対談をするにあたってぼくは、準備として、三中先生の本を三冊読破した(いつも、対談をする際は、お相手の著作を勉強するように心掛けている)。三冊とも良書だったが、中でも、『統計思考の世界』技術評論社はすごく良い本だと思った。

この本は、統計学の手法を非常に手際よく、わかりやすく紹介している。正規分布を基礎とする通常の統計学だけでなく、ロジット回帰や、AIC(赤池情報量基準)など発展的な内容も簡潔に解説しているのでお勧めだ。
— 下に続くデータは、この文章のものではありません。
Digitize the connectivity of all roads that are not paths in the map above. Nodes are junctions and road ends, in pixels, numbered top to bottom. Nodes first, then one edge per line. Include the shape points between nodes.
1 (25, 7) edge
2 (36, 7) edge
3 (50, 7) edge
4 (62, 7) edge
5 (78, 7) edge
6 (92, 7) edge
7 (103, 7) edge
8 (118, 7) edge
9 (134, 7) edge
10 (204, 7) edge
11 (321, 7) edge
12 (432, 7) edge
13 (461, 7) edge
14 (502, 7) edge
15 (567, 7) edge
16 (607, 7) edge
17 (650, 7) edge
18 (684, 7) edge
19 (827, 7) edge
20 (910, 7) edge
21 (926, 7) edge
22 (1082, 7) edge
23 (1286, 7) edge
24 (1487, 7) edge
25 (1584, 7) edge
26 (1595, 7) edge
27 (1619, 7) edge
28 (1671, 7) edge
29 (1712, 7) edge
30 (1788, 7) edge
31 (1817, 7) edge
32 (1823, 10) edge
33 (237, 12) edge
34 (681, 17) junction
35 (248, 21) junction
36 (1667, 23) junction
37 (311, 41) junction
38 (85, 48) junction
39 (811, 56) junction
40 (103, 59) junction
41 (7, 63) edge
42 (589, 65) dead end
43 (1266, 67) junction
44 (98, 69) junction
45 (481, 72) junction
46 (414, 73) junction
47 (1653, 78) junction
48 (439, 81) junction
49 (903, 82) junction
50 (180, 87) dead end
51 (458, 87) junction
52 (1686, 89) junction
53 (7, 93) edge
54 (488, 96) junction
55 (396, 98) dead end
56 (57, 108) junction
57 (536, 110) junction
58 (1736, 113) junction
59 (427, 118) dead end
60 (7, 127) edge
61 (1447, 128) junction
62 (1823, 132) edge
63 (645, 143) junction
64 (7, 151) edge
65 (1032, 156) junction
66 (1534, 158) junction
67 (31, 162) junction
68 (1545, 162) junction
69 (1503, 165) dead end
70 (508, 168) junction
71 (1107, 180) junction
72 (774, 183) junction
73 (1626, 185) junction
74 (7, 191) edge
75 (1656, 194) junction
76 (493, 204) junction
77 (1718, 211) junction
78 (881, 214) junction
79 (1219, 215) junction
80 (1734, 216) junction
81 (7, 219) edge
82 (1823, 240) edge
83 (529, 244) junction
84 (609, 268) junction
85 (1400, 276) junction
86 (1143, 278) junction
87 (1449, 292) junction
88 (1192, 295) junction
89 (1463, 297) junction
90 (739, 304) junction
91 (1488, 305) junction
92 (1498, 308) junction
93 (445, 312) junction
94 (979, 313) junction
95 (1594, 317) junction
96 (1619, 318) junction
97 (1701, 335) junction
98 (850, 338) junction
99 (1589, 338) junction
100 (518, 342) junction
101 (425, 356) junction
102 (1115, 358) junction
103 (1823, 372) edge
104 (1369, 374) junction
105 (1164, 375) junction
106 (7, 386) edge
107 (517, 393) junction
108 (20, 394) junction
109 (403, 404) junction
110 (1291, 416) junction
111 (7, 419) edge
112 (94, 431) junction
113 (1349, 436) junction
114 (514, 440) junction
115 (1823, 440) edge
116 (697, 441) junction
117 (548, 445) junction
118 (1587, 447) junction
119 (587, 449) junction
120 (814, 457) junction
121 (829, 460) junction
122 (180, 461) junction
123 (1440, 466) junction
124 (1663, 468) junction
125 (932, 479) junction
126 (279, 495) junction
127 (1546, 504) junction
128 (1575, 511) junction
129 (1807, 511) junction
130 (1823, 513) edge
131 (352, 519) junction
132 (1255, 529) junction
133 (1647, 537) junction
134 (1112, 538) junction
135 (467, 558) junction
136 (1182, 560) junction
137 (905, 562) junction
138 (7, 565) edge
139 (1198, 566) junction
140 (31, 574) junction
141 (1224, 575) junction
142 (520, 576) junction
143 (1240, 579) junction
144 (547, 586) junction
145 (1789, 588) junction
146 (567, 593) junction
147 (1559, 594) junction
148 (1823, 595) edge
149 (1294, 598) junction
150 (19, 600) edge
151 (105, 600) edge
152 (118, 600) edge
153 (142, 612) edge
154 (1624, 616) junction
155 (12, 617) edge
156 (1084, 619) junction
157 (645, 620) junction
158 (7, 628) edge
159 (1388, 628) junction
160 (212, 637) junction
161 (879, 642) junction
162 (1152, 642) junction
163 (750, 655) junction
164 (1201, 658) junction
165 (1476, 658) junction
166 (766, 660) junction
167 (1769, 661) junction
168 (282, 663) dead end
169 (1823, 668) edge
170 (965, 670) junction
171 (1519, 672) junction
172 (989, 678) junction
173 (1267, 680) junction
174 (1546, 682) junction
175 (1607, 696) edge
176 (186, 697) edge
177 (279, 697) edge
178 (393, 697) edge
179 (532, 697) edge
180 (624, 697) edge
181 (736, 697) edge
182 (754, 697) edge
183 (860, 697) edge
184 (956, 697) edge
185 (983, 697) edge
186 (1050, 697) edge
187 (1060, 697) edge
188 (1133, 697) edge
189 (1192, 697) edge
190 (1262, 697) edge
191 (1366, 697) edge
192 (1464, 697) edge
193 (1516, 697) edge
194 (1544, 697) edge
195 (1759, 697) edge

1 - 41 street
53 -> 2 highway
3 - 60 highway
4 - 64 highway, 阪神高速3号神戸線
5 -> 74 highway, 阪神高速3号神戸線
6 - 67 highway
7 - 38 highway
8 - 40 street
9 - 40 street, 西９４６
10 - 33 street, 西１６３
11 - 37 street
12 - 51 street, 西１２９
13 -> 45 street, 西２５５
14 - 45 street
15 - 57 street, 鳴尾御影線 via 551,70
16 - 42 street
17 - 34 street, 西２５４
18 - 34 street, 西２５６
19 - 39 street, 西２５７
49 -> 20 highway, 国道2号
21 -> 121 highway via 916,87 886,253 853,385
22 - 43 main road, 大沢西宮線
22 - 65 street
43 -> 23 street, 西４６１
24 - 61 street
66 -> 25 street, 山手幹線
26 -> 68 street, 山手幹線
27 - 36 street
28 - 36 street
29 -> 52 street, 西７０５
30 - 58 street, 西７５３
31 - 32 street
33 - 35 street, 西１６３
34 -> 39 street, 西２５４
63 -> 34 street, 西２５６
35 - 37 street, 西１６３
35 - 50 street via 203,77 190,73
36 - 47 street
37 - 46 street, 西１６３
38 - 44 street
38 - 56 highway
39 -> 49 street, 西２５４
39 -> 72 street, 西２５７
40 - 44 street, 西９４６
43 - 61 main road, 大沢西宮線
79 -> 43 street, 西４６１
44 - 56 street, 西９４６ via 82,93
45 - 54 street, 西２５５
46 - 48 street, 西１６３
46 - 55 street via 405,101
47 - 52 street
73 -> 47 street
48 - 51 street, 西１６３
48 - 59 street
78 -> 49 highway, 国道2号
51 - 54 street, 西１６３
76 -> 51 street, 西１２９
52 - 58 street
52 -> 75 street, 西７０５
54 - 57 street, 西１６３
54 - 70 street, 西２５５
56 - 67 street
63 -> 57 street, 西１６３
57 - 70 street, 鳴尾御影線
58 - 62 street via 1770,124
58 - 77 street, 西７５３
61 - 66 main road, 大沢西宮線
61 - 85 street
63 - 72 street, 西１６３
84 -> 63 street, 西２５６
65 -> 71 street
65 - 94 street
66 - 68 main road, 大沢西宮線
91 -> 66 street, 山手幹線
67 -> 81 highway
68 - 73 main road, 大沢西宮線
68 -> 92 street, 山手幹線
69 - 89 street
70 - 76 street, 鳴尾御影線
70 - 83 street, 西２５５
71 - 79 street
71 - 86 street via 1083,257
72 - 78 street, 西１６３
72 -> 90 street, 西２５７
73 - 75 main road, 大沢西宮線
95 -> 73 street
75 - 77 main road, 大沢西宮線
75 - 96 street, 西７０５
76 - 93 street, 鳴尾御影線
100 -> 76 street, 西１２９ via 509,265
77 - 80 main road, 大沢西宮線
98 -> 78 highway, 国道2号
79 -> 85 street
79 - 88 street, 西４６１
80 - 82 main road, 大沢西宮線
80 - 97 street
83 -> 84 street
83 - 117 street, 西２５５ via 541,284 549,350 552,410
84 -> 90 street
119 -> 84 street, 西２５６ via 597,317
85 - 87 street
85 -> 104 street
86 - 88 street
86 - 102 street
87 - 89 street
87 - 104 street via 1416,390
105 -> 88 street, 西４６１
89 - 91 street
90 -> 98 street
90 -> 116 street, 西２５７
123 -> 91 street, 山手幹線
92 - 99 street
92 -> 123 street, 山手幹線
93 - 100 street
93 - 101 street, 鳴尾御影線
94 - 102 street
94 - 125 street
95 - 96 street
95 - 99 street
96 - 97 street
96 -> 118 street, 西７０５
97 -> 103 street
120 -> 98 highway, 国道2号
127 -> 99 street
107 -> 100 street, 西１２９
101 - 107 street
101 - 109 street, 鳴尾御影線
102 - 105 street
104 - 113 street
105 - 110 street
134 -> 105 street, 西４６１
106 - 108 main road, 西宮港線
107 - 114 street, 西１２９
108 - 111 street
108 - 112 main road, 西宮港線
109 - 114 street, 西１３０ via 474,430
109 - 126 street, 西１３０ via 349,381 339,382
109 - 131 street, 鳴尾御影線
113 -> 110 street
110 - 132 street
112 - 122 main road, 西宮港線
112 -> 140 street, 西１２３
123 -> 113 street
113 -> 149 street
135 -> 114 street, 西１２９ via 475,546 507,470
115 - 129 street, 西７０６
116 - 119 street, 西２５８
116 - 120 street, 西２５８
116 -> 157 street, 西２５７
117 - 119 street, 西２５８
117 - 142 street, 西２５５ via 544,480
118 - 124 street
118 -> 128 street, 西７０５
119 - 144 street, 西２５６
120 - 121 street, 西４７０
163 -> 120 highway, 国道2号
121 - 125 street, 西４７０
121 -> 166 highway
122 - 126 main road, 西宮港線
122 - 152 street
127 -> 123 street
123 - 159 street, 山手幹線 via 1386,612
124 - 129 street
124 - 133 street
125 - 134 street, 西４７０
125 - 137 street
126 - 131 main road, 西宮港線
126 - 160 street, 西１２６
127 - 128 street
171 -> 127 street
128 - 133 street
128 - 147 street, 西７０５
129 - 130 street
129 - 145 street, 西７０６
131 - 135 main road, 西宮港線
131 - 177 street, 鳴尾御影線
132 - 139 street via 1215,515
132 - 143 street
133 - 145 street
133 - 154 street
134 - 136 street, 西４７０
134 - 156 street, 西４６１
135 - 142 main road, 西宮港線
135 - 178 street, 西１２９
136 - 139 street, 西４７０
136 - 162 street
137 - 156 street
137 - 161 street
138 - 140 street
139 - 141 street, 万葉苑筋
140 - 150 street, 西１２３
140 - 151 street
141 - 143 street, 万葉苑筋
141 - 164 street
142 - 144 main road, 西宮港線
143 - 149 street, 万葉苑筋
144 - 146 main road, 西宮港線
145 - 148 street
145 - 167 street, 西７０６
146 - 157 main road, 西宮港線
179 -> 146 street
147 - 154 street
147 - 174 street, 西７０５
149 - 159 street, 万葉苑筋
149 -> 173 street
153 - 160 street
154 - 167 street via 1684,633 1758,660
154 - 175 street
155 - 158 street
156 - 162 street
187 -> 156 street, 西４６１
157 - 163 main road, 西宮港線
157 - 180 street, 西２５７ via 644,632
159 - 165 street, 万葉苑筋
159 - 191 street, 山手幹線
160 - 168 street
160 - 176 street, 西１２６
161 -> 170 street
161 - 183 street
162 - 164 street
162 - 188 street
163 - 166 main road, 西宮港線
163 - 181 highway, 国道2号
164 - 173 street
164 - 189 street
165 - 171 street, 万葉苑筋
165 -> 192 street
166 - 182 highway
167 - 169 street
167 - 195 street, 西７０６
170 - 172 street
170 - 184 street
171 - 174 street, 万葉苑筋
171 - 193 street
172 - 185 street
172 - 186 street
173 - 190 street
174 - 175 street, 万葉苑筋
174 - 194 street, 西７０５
 さて、生物学はそれこそ生命現象を扱っているから、物理学とは大きく違うのだろうと思う。ぼく自身は、物理学が統計原理の最も成功的分野だと思っている。統計原理(統計思想)とは、最尤原理「最も起こりやすいことが実際に起きていると考える」というものだけど、統計力学はその原理を基礎にして理論を構築している(例えば、マックスウェル分布とか)。ぼく自身は、最尤原理を今でも受け入れることができない(あたりまえだと思えない)が、統計物理だけは信頼している。なぜなら、実験結果と整合的だからだ。もっと言うなら、「圧力」とか「温度」とか、そう言った物理量が、最尤原理と偶然に親和的だからうまくいくんじゃないか、というのがぼくの最近たどりついた認識である。(経済学や生物学など)他の分野で最尤原理を基礎にするのは、そういう親和性の検証が不可欠なんじゃないかと思う。その辺のことは、以下のエントリーで読んでほしい。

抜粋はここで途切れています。